══ Input for this task
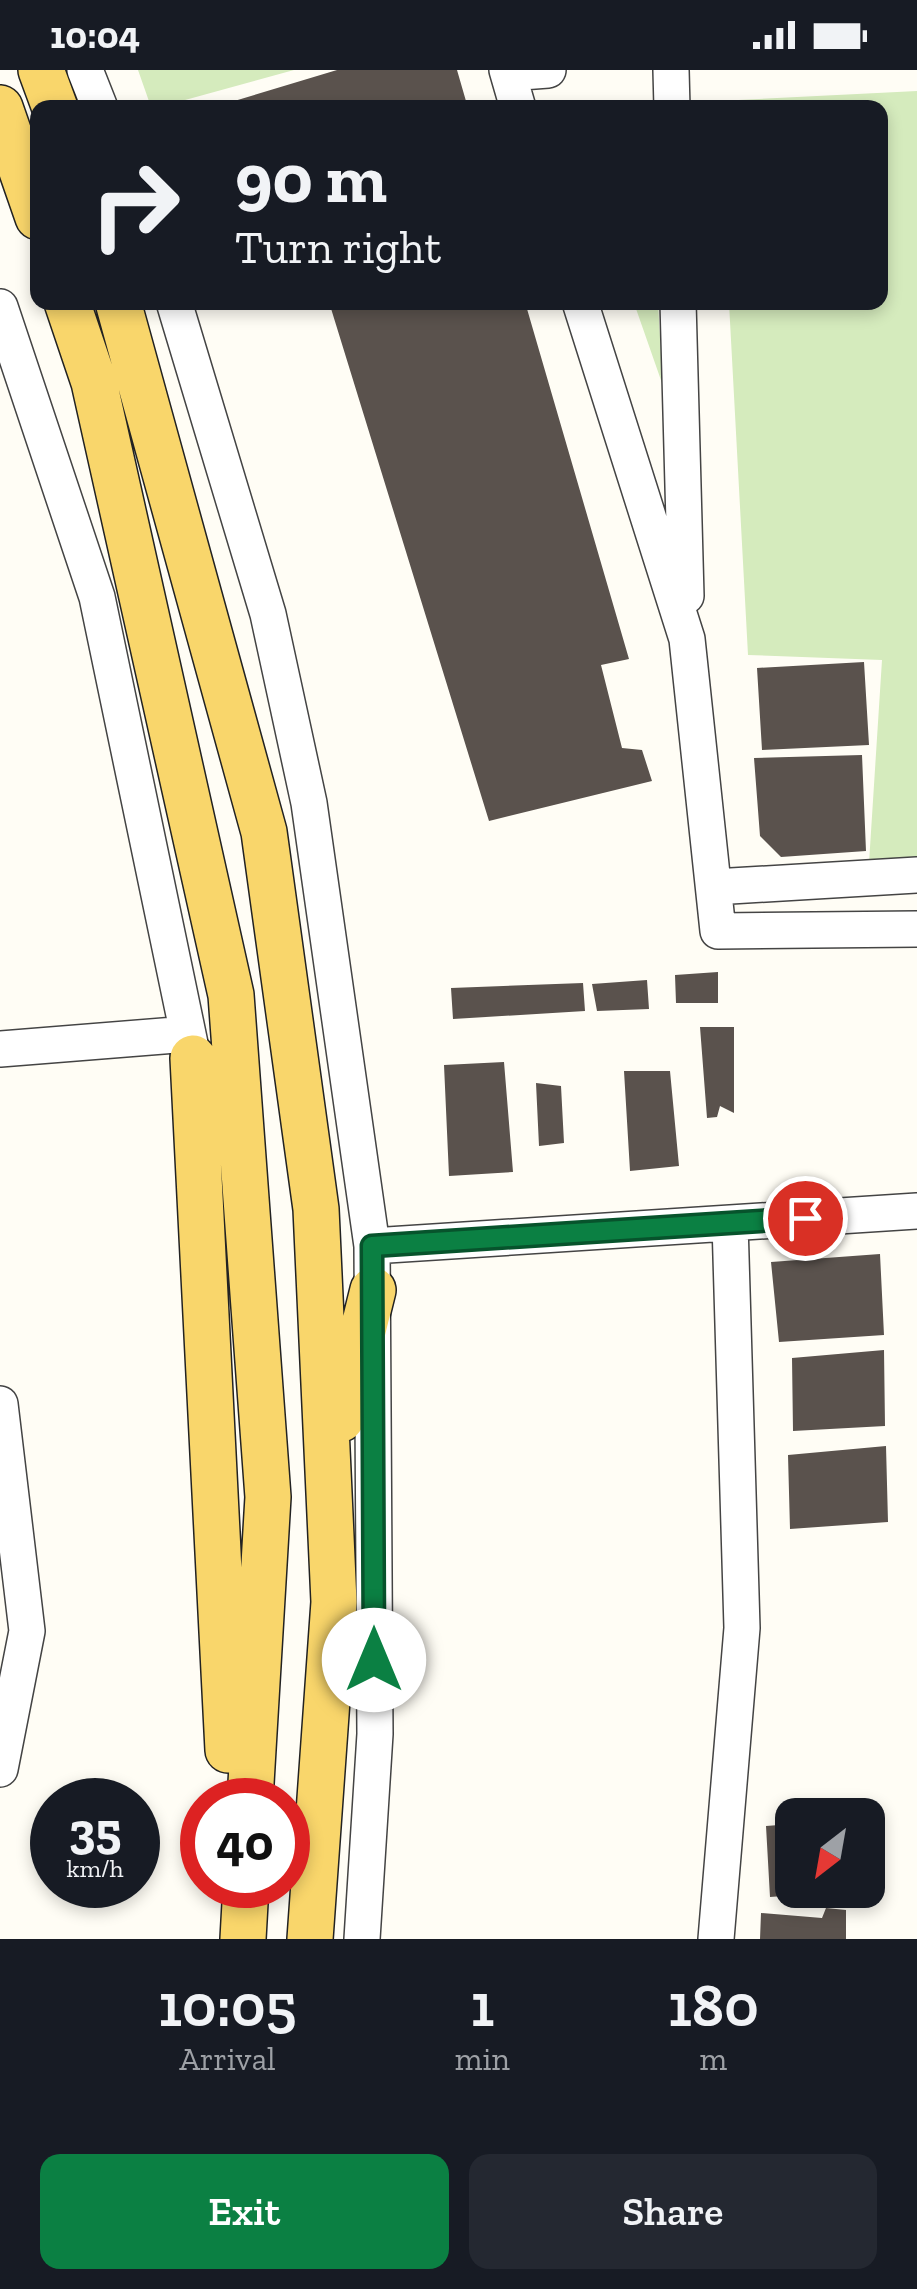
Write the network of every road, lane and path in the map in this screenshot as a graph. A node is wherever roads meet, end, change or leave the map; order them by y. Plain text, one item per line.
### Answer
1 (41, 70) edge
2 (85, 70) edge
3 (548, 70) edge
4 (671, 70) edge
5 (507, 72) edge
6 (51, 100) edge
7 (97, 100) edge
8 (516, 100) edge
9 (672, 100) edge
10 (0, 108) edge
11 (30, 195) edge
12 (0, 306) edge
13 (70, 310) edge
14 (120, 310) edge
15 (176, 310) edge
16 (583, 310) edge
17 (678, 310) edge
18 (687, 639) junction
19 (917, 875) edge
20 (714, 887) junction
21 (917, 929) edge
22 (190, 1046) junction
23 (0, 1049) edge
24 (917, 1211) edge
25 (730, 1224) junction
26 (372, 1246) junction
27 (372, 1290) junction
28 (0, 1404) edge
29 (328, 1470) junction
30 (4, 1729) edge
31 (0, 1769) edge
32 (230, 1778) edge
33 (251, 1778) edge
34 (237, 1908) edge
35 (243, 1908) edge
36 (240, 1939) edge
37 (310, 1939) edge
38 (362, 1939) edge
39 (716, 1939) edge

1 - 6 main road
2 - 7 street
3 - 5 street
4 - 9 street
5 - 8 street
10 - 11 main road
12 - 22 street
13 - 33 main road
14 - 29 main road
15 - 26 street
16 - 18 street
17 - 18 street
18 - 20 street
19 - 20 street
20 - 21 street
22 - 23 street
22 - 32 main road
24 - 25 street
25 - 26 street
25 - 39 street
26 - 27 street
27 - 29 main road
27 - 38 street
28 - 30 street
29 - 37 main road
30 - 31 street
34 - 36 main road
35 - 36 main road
════
What is expected> Omit the pictures, then output the rest of the listing exactly.

Finished task>
Write the network of every road, lane and path in the map in this screenshot as a graph. A node is wherever roads meet, end, change or leave the map; order them by y. Plain text, one item per line.
### Answer
1 (41, 70) edge
2 (85, 70) edge
3 (548, 70) edge
4 (671, 70) edge
5 (507, 72) edge
6 (51, 100) edge
7 (97, 100) edge
8 (516, 100) edge
9 (672, 100) edge
10 (0, 108) edge
11 (30, 195) edge
12 (0, 306) edge
13 (70, 310) edge
14 (120, 310) edge
15 (176, 310) edge
16 (583, 310) edge
17 (678, 310) edge
18 (687, 639) junction
19 (917, 875) edge
20 (714, 887) junction
21 (917, 929) edge
22 (190, 1046) junction
23 (0, 1049) edge
24 (917, 1211) edge
25 (730, 1224) junction
26 (372, 1246) junction
27 (372, 1290) junction
28 (0, 1404) edge
29 (328, 1470) junction
30 (4, 1729) edge
31 (0, 1769) edge
32 (230, 1778) edge
33 (251, 1778) edge
34 (237, 1908) edge
35 (243, 1908) edge
36 (240, 1939) edge
37 (310, 1939) edge
38 (362, 1939) edge
39 (716, 1939) edge

1 - 6 main road
2 - 7 street
3 - 5 street
4 - 9 street
5 - 8 street
10 - 11 main road
12 - 22 street
13 - 33 main road
14 - 29 main road
15 - 26 street
16 - 18 street
17 - 18 street
18 - 20 street
19 - 20 street
20 - 21 street
22 - 23 street
22 - 32 main road
24 - 25 street
25 - 26 street
25 - 39 street
26 - 27 street
27 - 29 main road
27 - 38 street
28 - 30 street
29 - 37 main road
30 - 31 street
34 - 36 main road
35 - 36 main road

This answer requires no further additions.